La scelta di utilizzare i social è stata per me sicuramente vincente, dato che partendo dall’avere una o due richieste di progetti al mese, ora mi ritrovo a gestirne oltre trenta o quaranta.
Parlaci del tuo blog. Per un architetto e interior designer è una scelta alquanto atipica per comunicare il proprio lavoro. Come mai hai pensato di appoggiarti a questo mezzo? Quanto incide sul tuo lavoro? Che approccio segui nella scelta dei temi da trattare e nella scrittura degli articoli? Fai tutto da sola o sei aiutata da una piccola redazione?
Scrivere delle mie passioni è sempre stato il mio sogno.

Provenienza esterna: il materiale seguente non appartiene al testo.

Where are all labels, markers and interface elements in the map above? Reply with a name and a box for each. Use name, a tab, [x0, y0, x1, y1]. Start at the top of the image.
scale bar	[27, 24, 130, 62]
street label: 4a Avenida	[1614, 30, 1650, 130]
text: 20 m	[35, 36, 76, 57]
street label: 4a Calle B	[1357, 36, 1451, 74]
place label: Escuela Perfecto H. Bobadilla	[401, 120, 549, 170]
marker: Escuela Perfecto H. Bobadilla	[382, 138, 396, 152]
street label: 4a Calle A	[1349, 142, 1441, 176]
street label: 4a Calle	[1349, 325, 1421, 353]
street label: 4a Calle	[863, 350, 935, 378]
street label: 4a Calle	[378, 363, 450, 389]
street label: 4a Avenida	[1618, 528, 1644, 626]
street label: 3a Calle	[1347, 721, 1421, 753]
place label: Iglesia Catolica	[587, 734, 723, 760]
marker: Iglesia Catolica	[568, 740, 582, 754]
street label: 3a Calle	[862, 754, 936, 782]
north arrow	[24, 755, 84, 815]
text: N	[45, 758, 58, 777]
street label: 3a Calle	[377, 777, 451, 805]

Da piccola mi divertivo a fare dei piccoli Look Book, preambolo di un vero e proprio magazine. Al giorno d’oggi esistono molti strumenti per chi desidera fare informazione, così ho colto l’occasione aprendo questo canale per parlare del mio lavoro, dei miei progetti e del grande amore per l’interior design. Credo che la sua forza consista proprio nella passione che metto in ciò che faccio, essendo in effetti non un strumento di circostanza ma una naturale estensione del mio lavoro.
In realtà il blog non è altro che un diario d’ispirazione che utilizzo per entrare in contatto con persone nuove oltre a chi già mi segue per offrire loro soluzioni a problemi o più semplicemente buoni consigli.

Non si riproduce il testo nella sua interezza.